TASK DETAILS:
All of the records must be repeated exactly as they read.

(Collected data)
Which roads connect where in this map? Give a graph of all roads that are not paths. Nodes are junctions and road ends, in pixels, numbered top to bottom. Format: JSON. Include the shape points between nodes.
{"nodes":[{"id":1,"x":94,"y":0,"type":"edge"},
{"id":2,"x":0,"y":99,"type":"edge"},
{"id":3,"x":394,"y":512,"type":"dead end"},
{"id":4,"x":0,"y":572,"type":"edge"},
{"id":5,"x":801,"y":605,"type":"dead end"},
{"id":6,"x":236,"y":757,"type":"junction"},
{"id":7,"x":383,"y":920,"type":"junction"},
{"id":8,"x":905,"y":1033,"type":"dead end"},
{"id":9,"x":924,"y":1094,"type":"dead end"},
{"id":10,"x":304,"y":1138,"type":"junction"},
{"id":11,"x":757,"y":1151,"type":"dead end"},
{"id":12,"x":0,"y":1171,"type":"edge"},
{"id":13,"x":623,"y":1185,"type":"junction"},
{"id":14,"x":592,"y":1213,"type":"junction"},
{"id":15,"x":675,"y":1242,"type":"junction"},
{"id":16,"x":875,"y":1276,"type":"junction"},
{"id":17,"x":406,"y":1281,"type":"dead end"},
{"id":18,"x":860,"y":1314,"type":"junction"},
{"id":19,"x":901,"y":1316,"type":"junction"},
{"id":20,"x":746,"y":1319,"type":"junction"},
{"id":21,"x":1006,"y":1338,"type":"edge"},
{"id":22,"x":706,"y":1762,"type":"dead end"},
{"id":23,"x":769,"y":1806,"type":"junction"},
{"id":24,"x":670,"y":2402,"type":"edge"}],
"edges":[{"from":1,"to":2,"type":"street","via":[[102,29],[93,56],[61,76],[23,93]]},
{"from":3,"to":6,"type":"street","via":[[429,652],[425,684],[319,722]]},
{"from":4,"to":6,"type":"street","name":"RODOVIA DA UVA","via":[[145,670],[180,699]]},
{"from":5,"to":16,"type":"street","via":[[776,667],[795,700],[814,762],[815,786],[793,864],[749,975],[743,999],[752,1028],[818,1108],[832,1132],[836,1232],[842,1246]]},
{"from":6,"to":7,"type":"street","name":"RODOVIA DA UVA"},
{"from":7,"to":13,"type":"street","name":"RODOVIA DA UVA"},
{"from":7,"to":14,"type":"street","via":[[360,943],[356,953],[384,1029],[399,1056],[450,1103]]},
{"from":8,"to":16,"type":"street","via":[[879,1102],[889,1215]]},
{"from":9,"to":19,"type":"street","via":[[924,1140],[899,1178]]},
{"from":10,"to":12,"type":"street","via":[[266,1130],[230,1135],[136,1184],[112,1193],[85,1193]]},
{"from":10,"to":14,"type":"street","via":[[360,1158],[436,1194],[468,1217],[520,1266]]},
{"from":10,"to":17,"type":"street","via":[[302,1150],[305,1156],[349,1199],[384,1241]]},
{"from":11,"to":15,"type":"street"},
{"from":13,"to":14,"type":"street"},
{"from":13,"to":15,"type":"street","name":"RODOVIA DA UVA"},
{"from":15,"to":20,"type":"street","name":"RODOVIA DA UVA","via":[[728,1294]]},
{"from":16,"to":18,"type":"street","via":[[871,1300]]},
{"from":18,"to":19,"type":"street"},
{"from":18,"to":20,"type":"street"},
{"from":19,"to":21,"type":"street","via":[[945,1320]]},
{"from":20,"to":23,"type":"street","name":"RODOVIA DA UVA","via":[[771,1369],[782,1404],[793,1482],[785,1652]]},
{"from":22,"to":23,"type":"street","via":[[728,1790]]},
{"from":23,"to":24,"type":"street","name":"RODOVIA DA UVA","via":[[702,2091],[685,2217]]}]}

SOLVED EXERCISE:
Which roads connect where in this map? Give a graph of all roads that are not paths. Nodes are junctions and road ends, in pixels, numbered top to bottom. Format: JSON. Include the shape points between nodes.
{"nodes":[{"id":1,"x":94,"y":0,"type":"edge"},
{"id":2,"x":0,"y":99,"type":"edge"},
{"id":3,"x":394,"y":512,"type":"dead end"},
{"id":4,"x":0,"y":572,"type":"edge"},
{"id":5,"x":801,"y":605,"type":"dead end"},
{"id":6,"x":236,"y":757,"type":"junction"},
{"id":7,"x":383,"y":920,"type":"junction"},
{"id":8,"x":905,"y":1033,"type":"dead end"},
{"id":9,"x":924,"y":1094,"type":"dead end"},
{"id":10,"x":304,"y":1138,"type":"junction"},
{"id":11,"x":757,"y":1151,"type":"dead end"},
{"id":12,"x":0,"y":1171,"type":"edge"},
{"id":13,"x":623,"y":1185,"type":"junction"},
{"id":14,"x":592,"y":1213,"type":"junction"},
{"id":15,"x":675,"y":1242,"type":"junction"},
{"id":16,"x":875,"y":1276,"type":"junction"},
{"id":17,"x":406,"y":1281,"type":"dead end"},
{"id":18,"x":860,"y":1314,"type":"junction"},
{"id":19,"x":901,"y":1316,"type":"junction"},
{"id":20,"x":746,"y":1319,"type":"junction"},
{"id":21,"x":1006,"y":1338,"type":"edge"},
{"id":22,"x":706,"y":1762,"type":"dead end"},
{"id":23,"x":769,"y":1806,"type":"junction"},
{"id":24,"x":670,"y":2402,"type":"edge"}],
"edges":[{"from":1,"to":2,"type":"street","via":[[102,29],[93,56],[61,76],[23,93]]},
{"from":3,"to":6,"type":"street","via":[[429,652],[425,684],[319,722]]},
{"from":4,"to":6,"type":"street","name":"RODOVIA DA UVA","via":[[145,670],[180,699]]},
{"from":5,"to":16,"type":"street","via":[[776,667],[795,700],[814,762],[815,786],[793,864],[749,975],[743,999],[752,1028],[818,1108],[832,1132],[836,1232],[842,1246]]},
{"from":6,"to":7,"type":"street","name":"RODOVIA DA UVA"},
{"from":7,"to":13,"type":"street","name":"RODOVIA DA UVA"},
{"from":7,"to":14,"type":"street","via":[[360,943],[356,953],[384,1029],[399,1056],[450,1103]]},
{"from":8,"to":16,"type":"street","via":[[879,1102],[889,1215]]},
{"from":9,"to":19,"type":"street","via":[[924,1140],[899,1178]]},
{"from":10,"to":12,"type":"street","via":[[266,1130],[230,1135],[136,1184],[112,1193],[85,1193]]},
{"from":10,"to":14,"type":"street","via":[[360,1158],[436,1194],[468,1217],[520,1266]]},
{"from":10,"to":17,"type":"street","via":[[302,1150],[305,1156],[349,1199],[384,1241]]},
{"from":11,"to":15,"type":"street"},
{"from":13,"to":14,"type":"street"},
{"from":13,"to":15,"type":"street","name":"RODOVIA DA UVA"},
{"from":15,"to":20,"type":"street","name":"RODOVIA DA UVA","via":[[728,1294]]},
{"from":16,"to":18,"type":"street","via":[[871,1300]]},
{"from":18,"to":19,"type":"street"},
{"from":18,"to":20,"type":"street"},
{"from":19,"to":21,"type":"street","via":[[945,1320]]},
{"from":20,"to":23,"type":"street","name":"RODOVIA DA UVA","via":[[771,1369],[782,1404],[793,1482],[785,1652]]},
{"from":22,"to":23,"type":"street","via":[[728,1790]]},
{"from":23,"to":24,"type":"street","name":"RODOVIA DA UVA","via":[[702,2091],[685,2217]]}]}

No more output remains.